Excellent small comedy tackles the big subjects
DIR: THOMAS McCARTHY
ST: RICHARD JENKINS, HAAZ SLEIMAN, HIAM ABBASS
You might not know the name, but, unless you’ve avoided American movies and TV for the past 25 years, you will almost certainly recognise Richard Jenkins, a character actor par excellence who’s supplied uptight lawmen, crumbling husbands, distracted doctors and distant fathers in everything from There’s Something About Mary to Six Feet Under.
The first great joy of Thomas McCarthy’s movie is that, after a career spent providing pitch-perfect support, it finally gives Jenkins, at 61, the lead, and he responds in a manner beyond most of the stars he has helped prop up.
He plays Walter Vale, a lonely economics professor at a leafy Connecticut college. A widower, he has retreated from life, erecting the excuse of his work as a wall between himself and the world; but when work forces him back to New York City and the empty apartment he and his wife used to share, the world presents a surprise: a young couple living in his home, immigrants – Tarek (Sleiman), from Syria, and his Senegalese girlfriend, Zainab – conned into renting the place.
Walter’s wife was a pianist, and love of music remains his one tenuous lifeline. As it happens, Tarek is a musician, too, a drummer, and the two gradually hit it off, forming an odd couple as the fascinated Walter takes lessons from the younger man. Just as their friendship is cemented, however, disaster: Tarek, an illegal, is arrested and faced with deportation.
A familiar actor himself, it’s perhaps no surprise that McCarthy elicits uniformly exquisite performances, but he’s emerging as a writer-director of singular vision. As with his previous film, The Station Agent, here is a quiet comedy about healing, but the stakes have been upped.

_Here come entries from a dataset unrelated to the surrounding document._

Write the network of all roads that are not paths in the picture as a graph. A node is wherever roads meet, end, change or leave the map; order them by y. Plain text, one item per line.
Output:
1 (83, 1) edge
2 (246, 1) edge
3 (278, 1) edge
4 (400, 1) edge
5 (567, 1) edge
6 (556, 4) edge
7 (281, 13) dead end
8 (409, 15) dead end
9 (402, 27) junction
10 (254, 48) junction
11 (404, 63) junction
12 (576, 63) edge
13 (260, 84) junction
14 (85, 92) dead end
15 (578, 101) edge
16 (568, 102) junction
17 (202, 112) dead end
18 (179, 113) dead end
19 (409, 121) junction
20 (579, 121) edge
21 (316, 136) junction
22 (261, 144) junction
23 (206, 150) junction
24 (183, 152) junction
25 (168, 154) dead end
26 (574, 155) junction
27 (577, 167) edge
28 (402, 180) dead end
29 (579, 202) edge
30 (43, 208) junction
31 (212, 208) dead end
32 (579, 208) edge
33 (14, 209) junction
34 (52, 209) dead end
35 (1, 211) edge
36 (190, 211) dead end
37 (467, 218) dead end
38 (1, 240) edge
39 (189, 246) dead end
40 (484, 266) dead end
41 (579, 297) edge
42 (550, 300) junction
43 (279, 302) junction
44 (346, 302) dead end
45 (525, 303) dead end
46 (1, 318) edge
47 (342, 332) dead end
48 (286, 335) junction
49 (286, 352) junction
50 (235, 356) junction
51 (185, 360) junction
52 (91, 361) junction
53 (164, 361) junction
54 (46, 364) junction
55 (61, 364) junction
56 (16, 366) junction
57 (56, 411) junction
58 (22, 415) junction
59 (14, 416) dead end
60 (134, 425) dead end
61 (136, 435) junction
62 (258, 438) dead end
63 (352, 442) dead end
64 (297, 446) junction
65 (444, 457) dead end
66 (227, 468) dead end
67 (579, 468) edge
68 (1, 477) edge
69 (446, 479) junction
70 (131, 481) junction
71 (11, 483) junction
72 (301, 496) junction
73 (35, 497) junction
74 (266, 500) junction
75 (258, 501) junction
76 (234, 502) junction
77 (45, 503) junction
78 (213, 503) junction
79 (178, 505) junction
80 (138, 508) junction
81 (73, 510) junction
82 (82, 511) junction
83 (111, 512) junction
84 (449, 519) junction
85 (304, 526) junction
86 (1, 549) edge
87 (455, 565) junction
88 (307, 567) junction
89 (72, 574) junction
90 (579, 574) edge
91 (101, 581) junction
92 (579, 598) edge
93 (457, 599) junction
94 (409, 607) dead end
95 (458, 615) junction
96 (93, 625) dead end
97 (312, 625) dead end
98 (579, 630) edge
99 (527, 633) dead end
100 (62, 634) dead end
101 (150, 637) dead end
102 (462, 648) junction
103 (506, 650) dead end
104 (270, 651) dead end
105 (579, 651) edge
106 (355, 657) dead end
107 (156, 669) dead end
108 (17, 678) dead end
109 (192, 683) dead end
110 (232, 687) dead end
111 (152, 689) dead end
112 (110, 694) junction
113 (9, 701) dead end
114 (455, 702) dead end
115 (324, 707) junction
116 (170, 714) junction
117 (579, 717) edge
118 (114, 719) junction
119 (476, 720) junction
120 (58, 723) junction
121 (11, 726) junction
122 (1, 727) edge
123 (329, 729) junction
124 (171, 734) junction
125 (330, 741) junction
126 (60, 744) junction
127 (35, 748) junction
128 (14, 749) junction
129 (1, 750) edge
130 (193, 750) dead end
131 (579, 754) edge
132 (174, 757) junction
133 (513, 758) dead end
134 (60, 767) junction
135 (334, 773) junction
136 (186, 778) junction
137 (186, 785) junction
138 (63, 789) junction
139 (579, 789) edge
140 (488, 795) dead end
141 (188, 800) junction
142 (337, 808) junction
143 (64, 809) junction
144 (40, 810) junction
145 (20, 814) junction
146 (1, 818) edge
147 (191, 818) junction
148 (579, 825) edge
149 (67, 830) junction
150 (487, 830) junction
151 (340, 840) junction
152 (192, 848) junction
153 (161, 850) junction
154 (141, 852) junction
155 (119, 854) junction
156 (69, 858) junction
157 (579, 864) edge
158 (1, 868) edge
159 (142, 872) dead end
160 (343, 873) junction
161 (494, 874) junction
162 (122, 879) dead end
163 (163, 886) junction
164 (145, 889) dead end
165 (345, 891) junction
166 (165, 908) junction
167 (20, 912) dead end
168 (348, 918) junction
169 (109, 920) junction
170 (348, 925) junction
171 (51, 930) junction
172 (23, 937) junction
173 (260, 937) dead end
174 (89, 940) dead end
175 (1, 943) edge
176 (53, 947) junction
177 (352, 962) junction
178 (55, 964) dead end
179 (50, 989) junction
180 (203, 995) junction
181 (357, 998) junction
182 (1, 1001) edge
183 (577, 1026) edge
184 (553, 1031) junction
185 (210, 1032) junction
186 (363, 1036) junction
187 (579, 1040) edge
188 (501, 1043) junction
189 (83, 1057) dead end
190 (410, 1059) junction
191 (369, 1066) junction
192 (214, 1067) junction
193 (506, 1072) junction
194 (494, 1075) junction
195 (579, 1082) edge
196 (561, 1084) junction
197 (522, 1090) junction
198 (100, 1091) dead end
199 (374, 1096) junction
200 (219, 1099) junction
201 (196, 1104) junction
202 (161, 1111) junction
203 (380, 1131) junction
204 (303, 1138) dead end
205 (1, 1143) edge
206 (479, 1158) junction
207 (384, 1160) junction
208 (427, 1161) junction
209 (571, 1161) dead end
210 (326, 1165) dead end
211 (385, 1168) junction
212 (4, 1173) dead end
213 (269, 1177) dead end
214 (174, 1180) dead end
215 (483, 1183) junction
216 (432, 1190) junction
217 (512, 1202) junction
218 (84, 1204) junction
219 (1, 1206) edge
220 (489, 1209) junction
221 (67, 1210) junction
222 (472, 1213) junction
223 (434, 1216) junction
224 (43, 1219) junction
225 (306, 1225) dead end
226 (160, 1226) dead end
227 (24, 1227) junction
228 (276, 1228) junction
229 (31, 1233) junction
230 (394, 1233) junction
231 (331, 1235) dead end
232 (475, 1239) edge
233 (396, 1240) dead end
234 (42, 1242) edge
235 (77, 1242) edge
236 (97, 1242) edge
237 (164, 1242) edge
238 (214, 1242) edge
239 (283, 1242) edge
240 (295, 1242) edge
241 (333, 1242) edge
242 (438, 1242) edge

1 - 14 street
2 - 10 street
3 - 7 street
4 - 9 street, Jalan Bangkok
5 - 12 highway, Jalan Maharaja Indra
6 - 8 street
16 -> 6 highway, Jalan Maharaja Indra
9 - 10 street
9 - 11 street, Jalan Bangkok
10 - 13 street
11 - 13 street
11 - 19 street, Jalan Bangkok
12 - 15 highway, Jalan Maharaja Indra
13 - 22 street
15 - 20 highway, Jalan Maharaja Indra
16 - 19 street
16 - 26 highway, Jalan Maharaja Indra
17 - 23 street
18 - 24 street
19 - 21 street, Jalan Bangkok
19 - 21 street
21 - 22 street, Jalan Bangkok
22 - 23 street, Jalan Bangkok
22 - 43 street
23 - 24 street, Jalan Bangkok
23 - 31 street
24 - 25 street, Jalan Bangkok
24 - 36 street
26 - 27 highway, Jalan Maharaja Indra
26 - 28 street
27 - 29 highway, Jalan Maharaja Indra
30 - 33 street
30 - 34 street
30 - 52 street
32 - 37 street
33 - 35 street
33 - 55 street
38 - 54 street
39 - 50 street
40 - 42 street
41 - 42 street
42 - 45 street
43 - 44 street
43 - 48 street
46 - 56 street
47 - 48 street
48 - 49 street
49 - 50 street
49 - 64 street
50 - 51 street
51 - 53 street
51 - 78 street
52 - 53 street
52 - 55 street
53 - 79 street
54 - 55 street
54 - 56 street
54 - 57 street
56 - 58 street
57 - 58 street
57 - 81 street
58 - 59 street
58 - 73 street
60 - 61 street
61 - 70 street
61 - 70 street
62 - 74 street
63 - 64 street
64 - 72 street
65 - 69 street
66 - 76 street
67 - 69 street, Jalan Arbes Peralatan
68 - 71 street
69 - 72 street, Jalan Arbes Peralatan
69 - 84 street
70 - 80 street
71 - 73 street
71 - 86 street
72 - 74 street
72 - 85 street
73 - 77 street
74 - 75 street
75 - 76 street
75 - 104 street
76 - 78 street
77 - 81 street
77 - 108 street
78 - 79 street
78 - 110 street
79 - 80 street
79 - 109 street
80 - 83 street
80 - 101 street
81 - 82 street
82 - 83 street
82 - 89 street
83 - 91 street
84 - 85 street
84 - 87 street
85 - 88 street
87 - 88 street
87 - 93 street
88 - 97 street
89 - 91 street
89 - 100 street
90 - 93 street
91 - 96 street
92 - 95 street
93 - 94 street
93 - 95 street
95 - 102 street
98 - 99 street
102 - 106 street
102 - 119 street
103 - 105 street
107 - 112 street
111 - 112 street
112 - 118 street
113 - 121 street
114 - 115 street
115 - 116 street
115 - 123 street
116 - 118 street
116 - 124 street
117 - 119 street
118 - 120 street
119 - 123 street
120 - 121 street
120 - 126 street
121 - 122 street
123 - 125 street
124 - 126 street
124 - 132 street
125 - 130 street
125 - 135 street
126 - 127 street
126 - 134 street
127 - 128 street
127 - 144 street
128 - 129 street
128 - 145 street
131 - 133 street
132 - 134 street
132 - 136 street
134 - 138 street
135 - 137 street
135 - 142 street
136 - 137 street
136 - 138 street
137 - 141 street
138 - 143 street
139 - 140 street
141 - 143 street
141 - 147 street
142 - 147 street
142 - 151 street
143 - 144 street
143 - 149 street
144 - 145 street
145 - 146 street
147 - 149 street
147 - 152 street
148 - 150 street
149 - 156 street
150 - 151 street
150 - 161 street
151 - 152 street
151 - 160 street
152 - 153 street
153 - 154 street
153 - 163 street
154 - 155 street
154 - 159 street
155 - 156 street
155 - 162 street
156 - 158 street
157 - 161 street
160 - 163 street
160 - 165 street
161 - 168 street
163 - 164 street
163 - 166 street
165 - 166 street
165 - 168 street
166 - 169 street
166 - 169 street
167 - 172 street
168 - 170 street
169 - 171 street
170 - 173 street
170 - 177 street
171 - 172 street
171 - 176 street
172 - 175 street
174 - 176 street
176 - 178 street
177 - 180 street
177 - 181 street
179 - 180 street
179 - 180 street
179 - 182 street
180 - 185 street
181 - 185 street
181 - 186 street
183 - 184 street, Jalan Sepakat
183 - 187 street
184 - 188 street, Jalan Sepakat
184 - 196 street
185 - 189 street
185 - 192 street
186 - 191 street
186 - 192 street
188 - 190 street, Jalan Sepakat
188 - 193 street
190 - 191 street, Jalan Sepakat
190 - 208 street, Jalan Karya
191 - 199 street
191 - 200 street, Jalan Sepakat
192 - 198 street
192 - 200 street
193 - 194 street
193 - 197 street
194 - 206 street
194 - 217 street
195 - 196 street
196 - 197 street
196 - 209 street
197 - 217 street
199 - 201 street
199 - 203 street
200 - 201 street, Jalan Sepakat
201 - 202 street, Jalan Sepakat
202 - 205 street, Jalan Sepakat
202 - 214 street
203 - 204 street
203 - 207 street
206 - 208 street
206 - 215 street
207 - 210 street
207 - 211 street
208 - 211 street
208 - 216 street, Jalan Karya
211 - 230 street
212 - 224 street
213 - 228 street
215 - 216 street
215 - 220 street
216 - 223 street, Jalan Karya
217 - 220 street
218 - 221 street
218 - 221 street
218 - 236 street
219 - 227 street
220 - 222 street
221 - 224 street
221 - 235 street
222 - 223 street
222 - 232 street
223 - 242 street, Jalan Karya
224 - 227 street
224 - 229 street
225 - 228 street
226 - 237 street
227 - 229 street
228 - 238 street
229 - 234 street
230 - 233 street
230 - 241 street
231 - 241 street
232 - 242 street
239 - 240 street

Set against post-9/11 Manhattan, it casts Jenkins as a man learning to loosen up and open up in a world intent on shutting itself off and shutting itself down. McCarthy is hardly subtle: his plot is basically “white American sees black Muslims are people, too”, yet he handles a strident subject in a gentle way. This is a modest miracle of a movie – and, in Jenkins, you won’t see a more perfectly modulated performance this year.